BeltrameLe 28 mars 2018, le terrorisme islamiste a détruit une fratrie. Le lieutenant-colonel de Gendarmerie, Arnaud Beltrame est tué quelques semaines avant son mariage. Il a sauvé une otage dans des circonstances de bravoure remarquable. Ainé d’une fratrie de trois, il faisait l‘admiration de ses frères cadets. Ils ont souhaité dire dans un livre Au nom du frère quel homme exceptionnel

 il était, et tenter d’expliquer ce qui a pu provoquer le destin héroïque de ce frère tant aimé. Cédric, l’un des frères d’Arnaud, vit à Singapour avec son épouse singapourienne et son petit garçon. Nous l’avons rencontré.

Vous étiez à Singapour quand la nouvelle est tombée.
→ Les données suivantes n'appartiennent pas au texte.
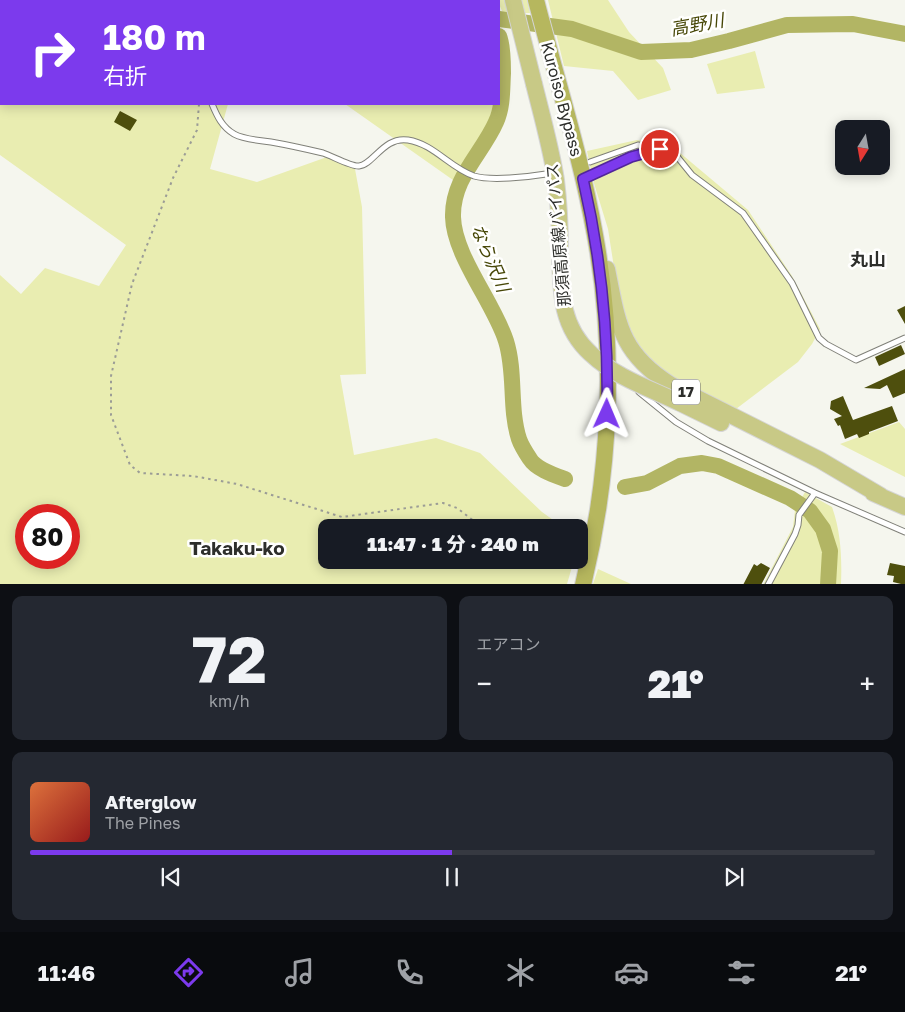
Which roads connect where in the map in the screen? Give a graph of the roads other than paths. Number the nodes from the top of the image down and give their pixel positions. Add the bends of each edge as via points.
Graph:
1 (514, 6) edge
2 (538, 6) edge
3 (212, 105) edge
4 (660, 149) junction
5 (590, 162) dead end
6 (546, 174) dead end
7 (583, 179) junction
8 (589, 205) junction
9 (905, 338) edge
10 (634, 390) dead end
11 (814, 493) junction
12 (881, 496) junction
13 (905, 507) edge
14 (905, 532) edge
15 (583, 584) edge
16 (768, 584) edge

1 - 12 main road, 那須高原線バイパス / 17, bridge via 556,179 562,303 582,344 602,363 633,381
2 - 7 highway, Kuroiso Bypass
3 - 6 lane via 219,120 236,135 324,154 358,167 397,139 422,143 473,176 520,178
4 - 5 lane via 638,145
4 - 7 lane via 631,157
4 - 9 lane via 675,154 692,175 743,213 792,283 819,338 826,344 856,360
7 - 8 highway, Kuroiso Bypass
8 - 12 main road, 那須高原線バイパス / 17 via 617,316 624,337 641,363 670,385 820,460
8 - 15 highway, Kuroiso Bypass via 604,293 612,378 603,476
10 - 11 lane via 676,422 708,441
11 - 14 lane
11 - 16 lane via 798,515 795,534
12 - 13 main road, 那須高原線バイパス / 17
Vous remerciez à la fin de votre livre Messieurs l’Ambassadeur et le Consul  de France à Singapour. Leur assistance at-elle été déterminante ?

Cédric Beltrame : J’ai appris le décès d’Arnaud le samedi suivant l’attaque et je souhaitais rejoindre la France par tous les moyens. J’ai contacté le Quay d ‘Orsay. L‘ambassade était fermée, mais j‘ai reçu un texto de Monsieur l’Ambassadeur. J‘ai été mis immédiatement en contact avec Air France et pu ainsi prendre un vol le dimanche suivant et voyager dans de bonnes conditions. Dans ces moments, tout seul face à la logistique, la distance, on se sent perdu, tout semble très compliqué, donc oui la prise en charge a été cruciale. A mon retour, Monsieur l‘Ambassadeur m’a reçu et exprimé à nouveau son soutien.
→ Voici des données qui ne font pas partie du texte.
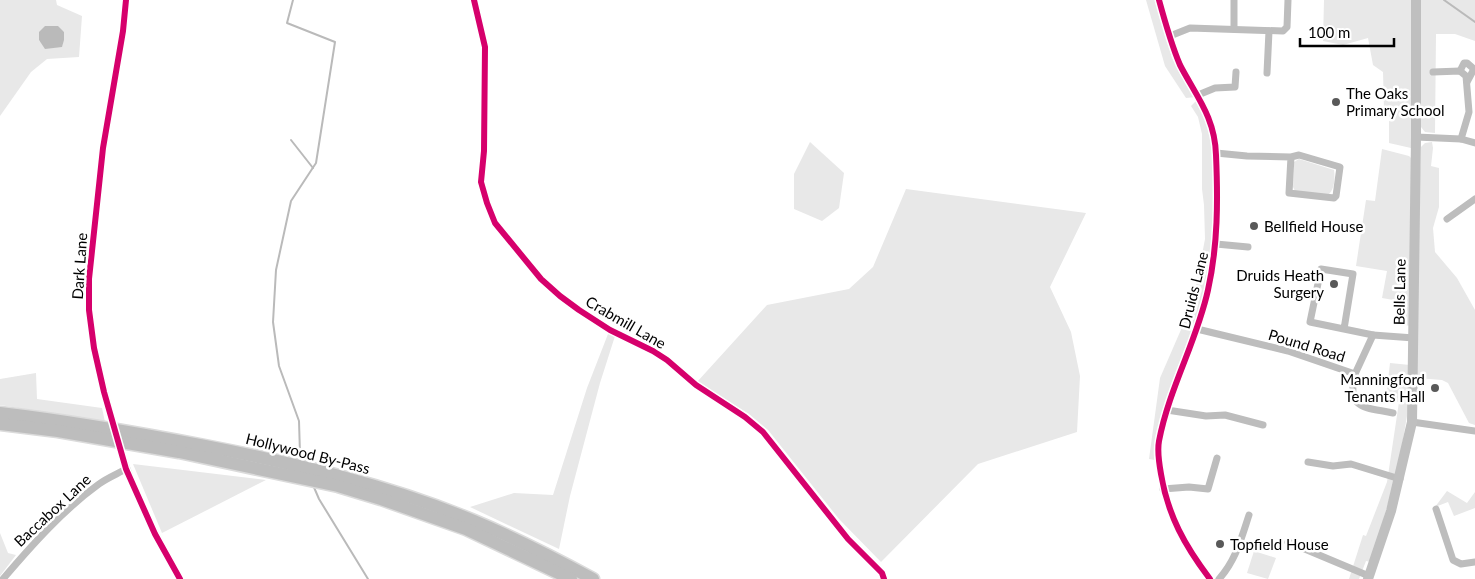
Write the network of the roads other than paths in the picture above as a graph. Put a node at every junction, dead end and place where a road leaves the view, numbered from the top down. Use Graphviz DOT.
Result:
graph roads {
  1 [pos="126,0"];
  2 [pos="474,0"];
  3 [pos="1159,0"];
  4 [pos="1234,0"];
  5 [pos="1288,0"];
  6 [pos="1416,0"];
  7 [pos="1234,30"];
  8 [pos="1269,31"];
  9 [pos="1170,36"];
  10 [pos="1460,71"];
  11 [pos="1236,72"];
  12 [pos="1433,72"];
  13 [pos="1267,73"];
  14 [pos="1467,82"];
  15 [pos="1198,96"];
  16 [pos="1416,137"];
  17 [pos="1461,139"];
  18 [pos="1475,143"];
  19 [pos="1216,153"];
  20 [pos="1291,157"];
  21 [pos="1475,199"];
  22 [pos="1447,219"];
  23 [pos="1216,244"];
  24 [pos="1248,247"];
  25 [pos="1197,329"];
  26 [pos="1344,329"];
  27 [pos="1373,335"];
  28 [pos="1414,338"];
  29 [pos="1355,374"];
  30 [pos="1167,410"];
  31 [pos="0,412"];
  32 [pos="1393,413"];
  33 [pos="1412,422"];
  34 [pos="0,424"];
  35 [pos="1263,425"];
  36 [pos="1475,431"];
  37 [pos="1217,458"];
  38 [pos="1308,462"];
  39 [pos="126,469"];
  40 [pos="1400,479"];
  41 [pos="1163,489"];
  42 [pos="1436,509"];
  43 [pos="1249,515"];
  44 [pos="1288,542"];
  45 [pos="1475,562"];
  46 [pos="1369,578"];
  47 [pos="3,579"];
  48 [pos="180,579"];
  49 [pos="572,579"];
  50 [pos="593,579"];
  51 [pos="884,579"];
  52 [pos="1210,579"];
  53 [pos="1219,579"];
  1 -- 39 [label="street, Dark Lane, bridge"];
  2 -- 51 [label="street, Crabmill Lane"];
  3 -- 9 [label="street, Druids Lane"];
  4 -- 7 [label="street"];
  5 -- 8 [label="street"];
  6 -- 16 [label="street, Bells Lane"];
  7 -- 8 [label="street"];
  7 -- 9 [label="street"];
  8 -- 13 [label="street"];
  9 -- 15 [label="street, Druids Lane"];
  10 -- 12 [label="street"];
  10 -- 14 [label="street"];
  10 -- 14 [label="street"];
  11 -- 15 [label="street"];
  14 -- 17 [label="street"];
  15 -- 19 [label="street, Druids Lane"];
  16 -- 17 [label="street"];
  16 -- 28 [label="street, Bells Lane"];
  17 -- 18 [label="street"];
  19 -- 20 [label="street"];
  19 -- 23 [label="street, Druids Lane"];
  20 -- 20 [label="street"];
  21 -- 22 [label="street"];
  23 -- 24 [label="street"];
  23 -- 25 [label="street, Druids Lane"];
  25 -- 29 [label="street, Pound Road"];
  25 -- 30 [label="street, Druids Lane"];
  26 -- 26 [label="street"];
  26 -- 27 [label="street"];
  27 -- 28 [label="street"];
  27 -- 29 [label="street, Pound Road"];
  28 -- 33 [label="street, Bells Lane"];
  29 -- 32 [label="street"];
  30 -- 35 [label="street"];
  30 -- 41 [label="street, Druids Lane"];
  31 -- 50 [label="highway, Hollywood By-Pass"];
  33 -- 36 [label="street"];
  33 -- 40 [label="street, Bells Lane"];
  34 -- 49 [label="highway, Hollywood By-Pass"];
  37 -- 41 [label="street"];
  38 -- 40 [label="street"];
  39 -- 47 [label="street, Baccabox Lane"];
  39 -- 48 [label="street, Dark Lane"];
  40 -- 46 [label="street, Bells Lane"];
  41 -- 52 [label="street, Druids Lane"];
  42 -- 45 [label="street"];
  43 -- 53 [label="street"];
  44 -- 46 [label="street"];
}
Le titre de votre livre écrit avec votre frère Damien ‘’Au nom du frère ‘’évoque le début d’une prière, presqu’une supplique.

Cela n’a pas été facile de trouver un titre qui convienne à tout le monde. Le livre est centré sur la fratrie, la famille, mais porte aussi sur la religion, la franc-maçonnerie, l’armée, la gendarmerie. Le mot frère se devait naturellement d’être en titre. Le titre sous-tend un hommage, une reconnaissance, une acceptation du fait qu’il se soit converti au catholicisme, nous le chahutions parfois à ce sujet. Cela l’aurait probablement beaucoup touché.

Votre frère Arnaud se convertit très tard au catholicisme, mais aussi à la franc-maçonnerie. Or, vous le précisez dans le livre, le cardinal Ratzinger déclare ouvertement en 1983 que les catholiques membres de la franc -maçonnerie sont dans un état de péché grave. Votre frère ne voyait pas d’incompatibilité entre sa foi catholique et sa croyance franc-maçonne ?

Arnaud était en recherche incessante de certaines vérités, certaines lumières. Cette recherche intellectuelle et spirituelle a porté sur la religion, sur  l’histoiremais aussi, parce que notre famille est originaire de Bretagne, sur les druides, les celtes, la terre. Finalement, la religion s’est imposée comme ce qui lui convenait le mieux, lui apportant une paix intérieure. J’explique son adhésion à la franc-maçonnerie pour deux raisons. La première est la conséquence d’un certain héritage, une partie de notre entourage familial a toujours été franc-maçonne. La deuxième, un élément nécessaire et obligatoire pour sa carrière. Ambitieux, il avait pour objectif ultime de devenir Général. Pour lui, tout cela avait du sens et était loin d’être antinomique. D’ailleurs, le Pape lui-même lui a rendu hommage en parlant de son acte généreux et héroïque.